>>

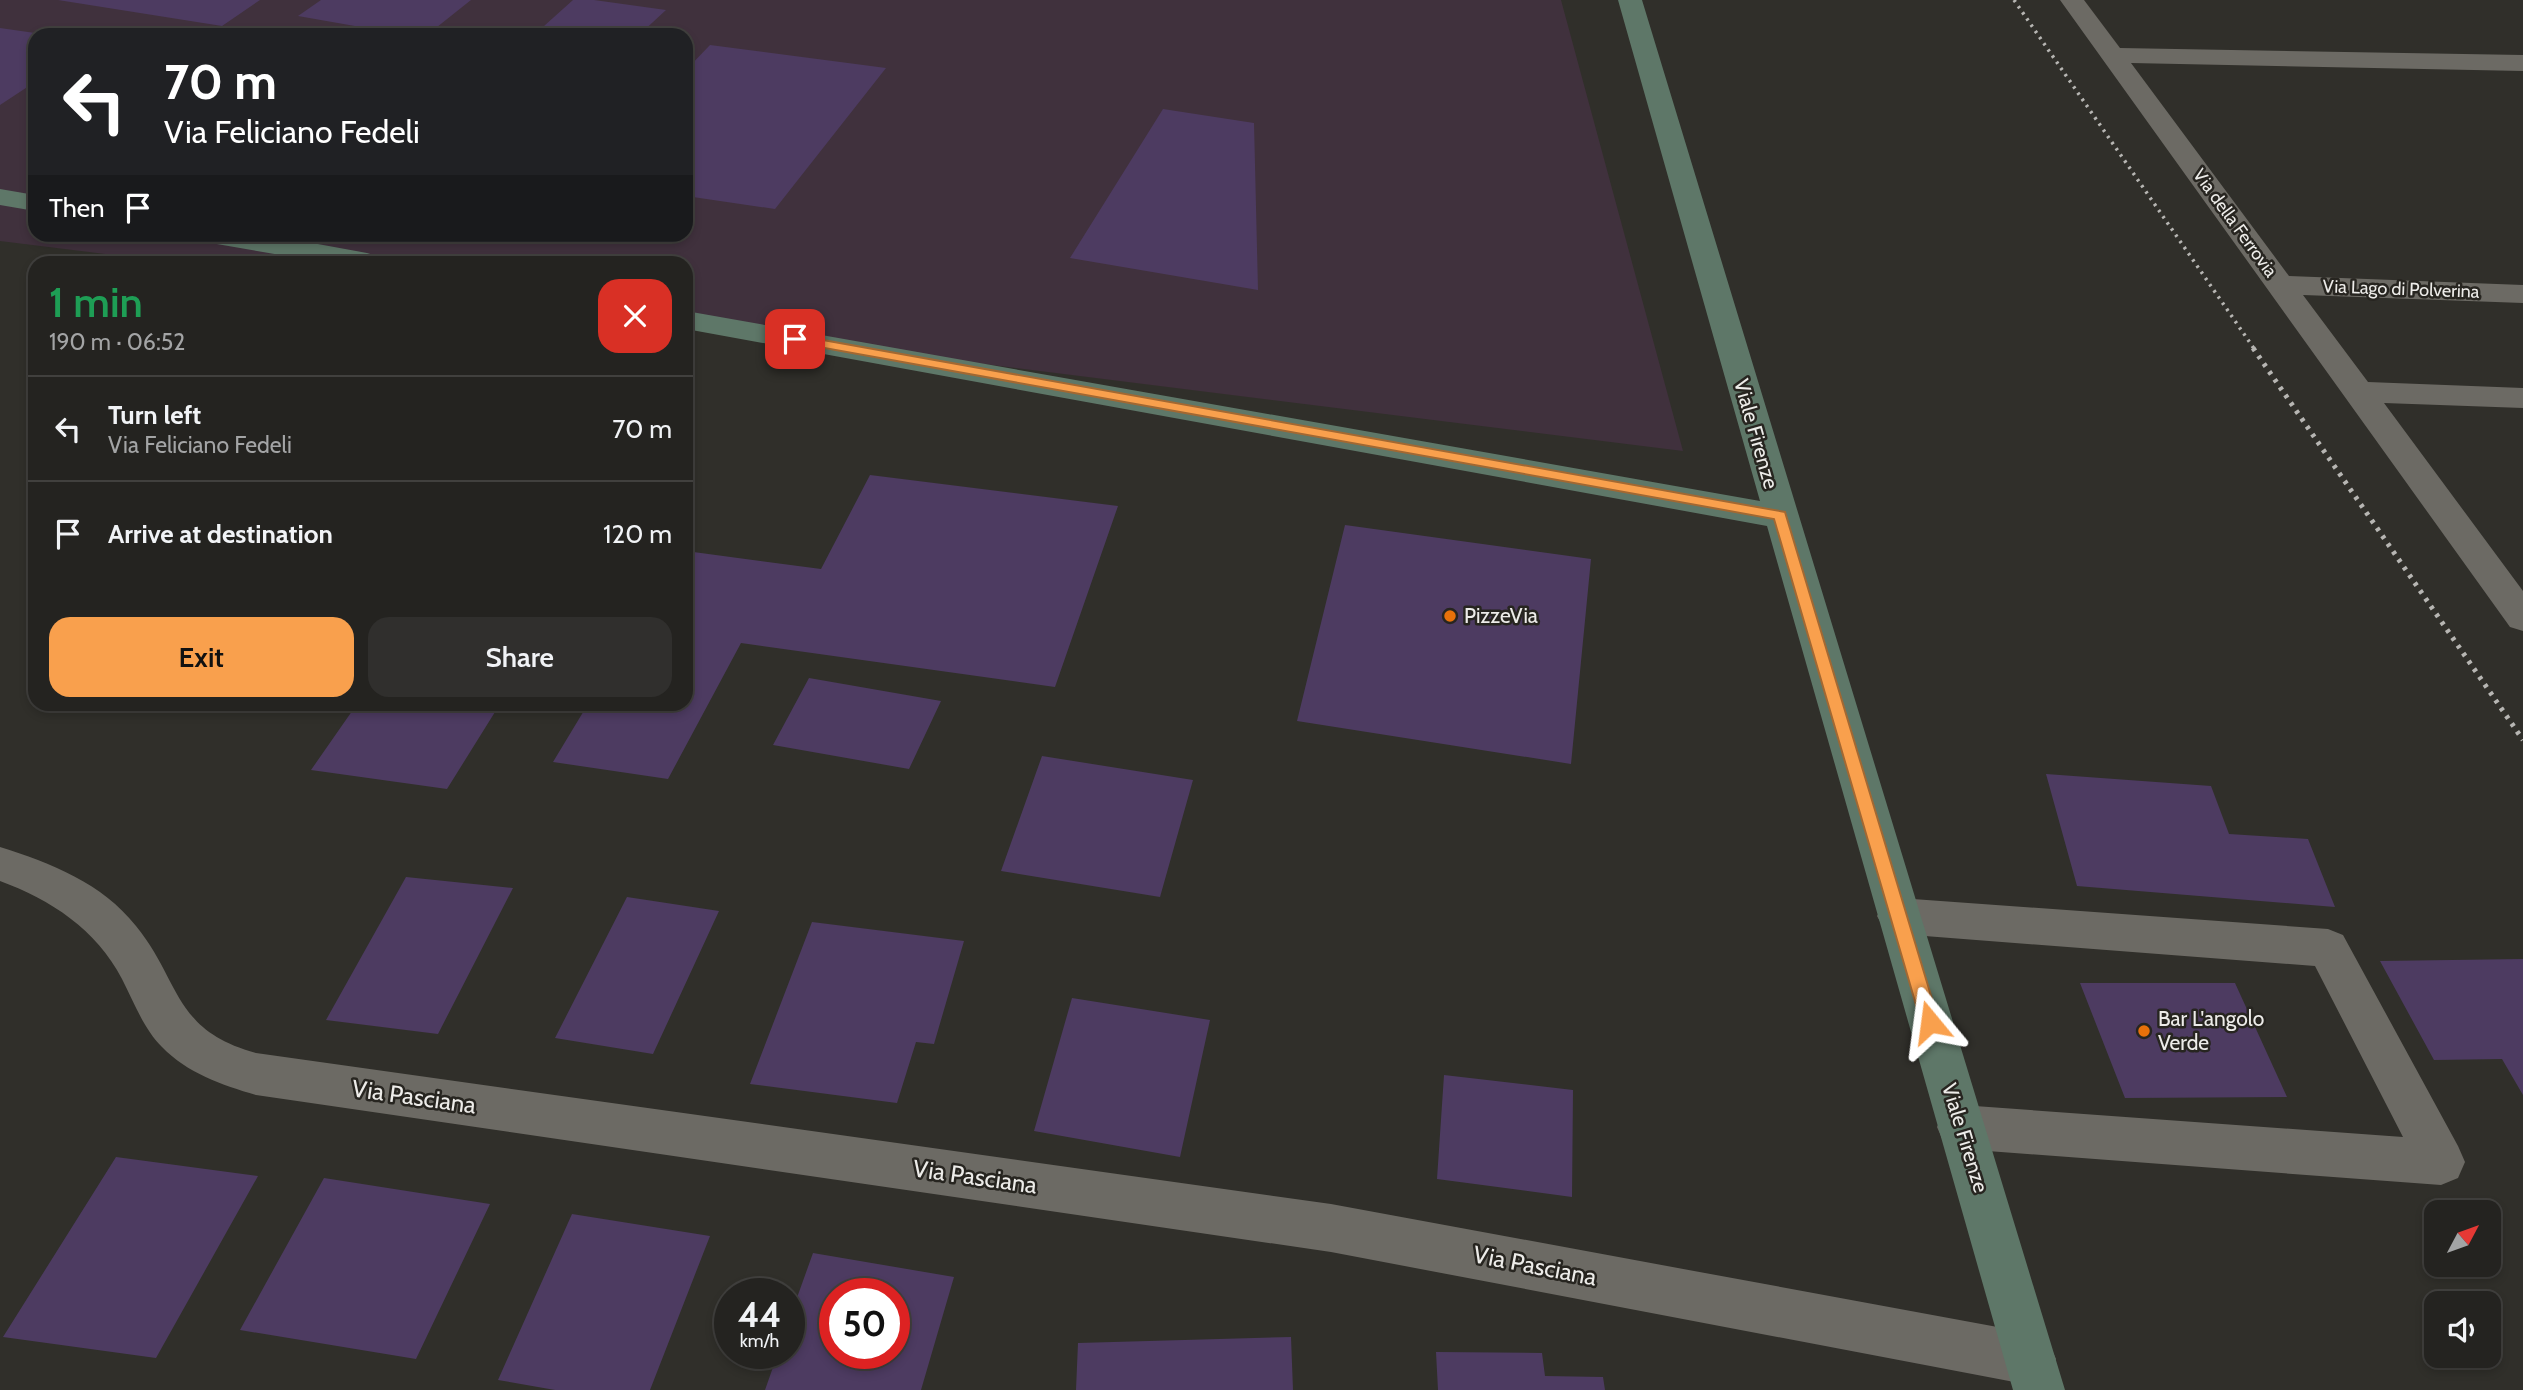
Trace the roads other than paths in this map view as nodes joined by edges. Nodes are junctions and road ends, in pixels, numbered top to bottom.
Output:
1 (1630, 0) edge
2 (2072, 0) edge
3 (2110, 55) junction
4 (2523, 63) edge
5 (0, 197) edge
6 (28, 202) edge
7 (256, 242) edge
8 (334, 256) edge
9 (2280, 285) junction
10 (2523, 294) edge
11 (693, 321) edge
12 (2359, 392) junction
13 (2523, 398) edge
14 (1780, 516) junction
15 (2523, 618) edge
16 (0, 864) edge
17 (1899, 916) junction
18 (1961, 1127) junction
19 (2035, 1374) edge

1 - 14 main road, Viale Firenze
2 - 3 street, Via della Ferrovia
3 - 4 street
3 - 9 street, Via della Ferrovia
5 - 6 main road
7 - 8 main road
9 - 10 street, Via Lago di Polverina
9 - 12 street, Via della Ferrovia
11 - 14 main road
12 - 13 street
12 - 15 street, Via della Ferrovia
14 - 17 main road, Viale Firenze
16 - 19 street, Via Pasciana
17 - 18 main road, Viale Firenze
17 - 18 street
18 - 19 main road, Viale Firenze

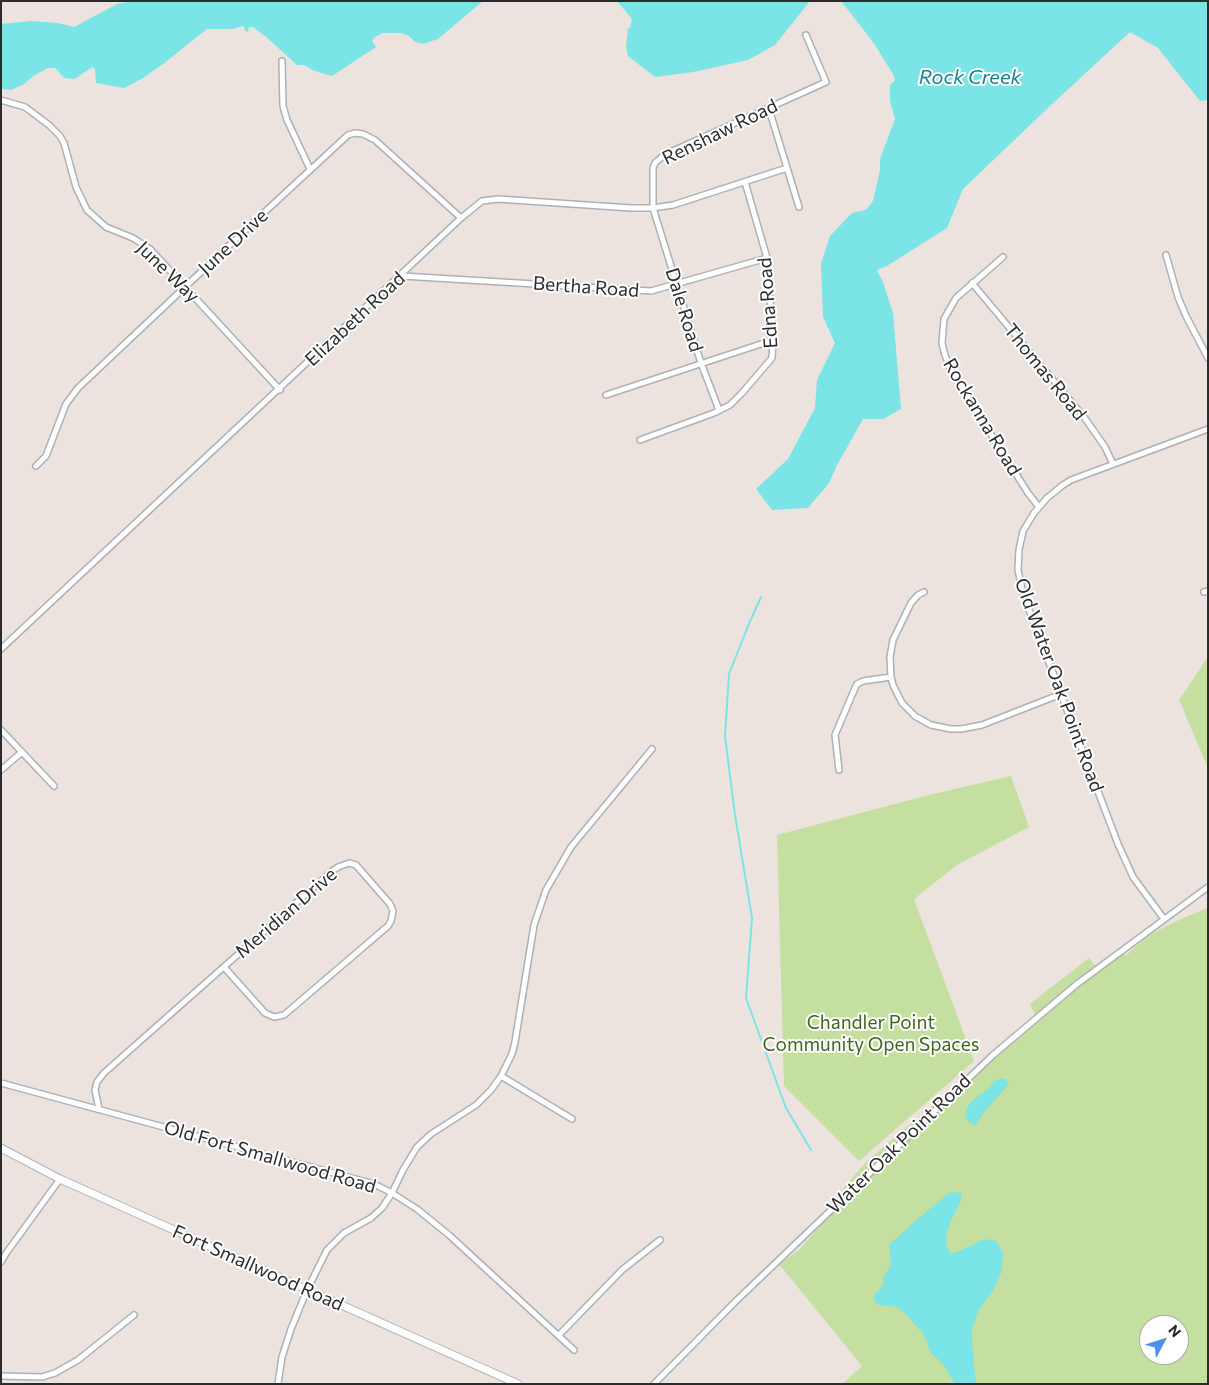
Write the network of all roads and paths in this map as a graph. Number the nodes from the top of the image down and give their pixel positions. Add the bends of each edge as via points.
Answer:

<<

→ Aim of the task: Please write out all of the data verbatim, with no pictures in the copy.

→ Answer for this exercise:
Trace the roads other than paths in this map view as nodes joined by edges. Nodes are junctions and road ends, in pixels, numbered top to bottom.
Output:
1 (1630, 0) edge
2 (2072, 0) edge
3 (2110, 55) junction
4 (2523, 63) edge
5 (0, 197) edge
6 (28, 202) edge
7 (256, 242) edge
8 (334, 256) edge
9 (2280, 285) junction
10 (2523, 294) edge
11 (693, 321) edge
12 (2359, 392) junction
13 (2523, 398) edge
14 (1780, 516) junction
15 (2523, 618) edge
16 (0, 864) edge
17 (1899, 916) junction
18 (1961, 1127) junction
19 (2035, 1374) edge

1 - 14 main road, Viale Firenze
2 - 3 street, Via della Ferrovia
3 - 4 street
3 - 9 street, Via della Ferrovia
5 - 6 main road
7 - 8 main road
9 - 10 street, Via Lago di Polverina
9 - 12 street, Via della Ferrovia
11 - 14 main road
12 - 13 street
12 - 15 street, Via della Ferrovia
14 - 17 main road, Viale Firenze
16 - 19 street, Via Pasciana
17 - 18 main road, Viale Firenze
17 - 18 street
18 - 19 main road, Viale Firenze

Write the network of all roads and paths in this map as a graph. Number the nodes from the top of the image down and give their pixel positions. Add the bends of each edge as via points.
Answer:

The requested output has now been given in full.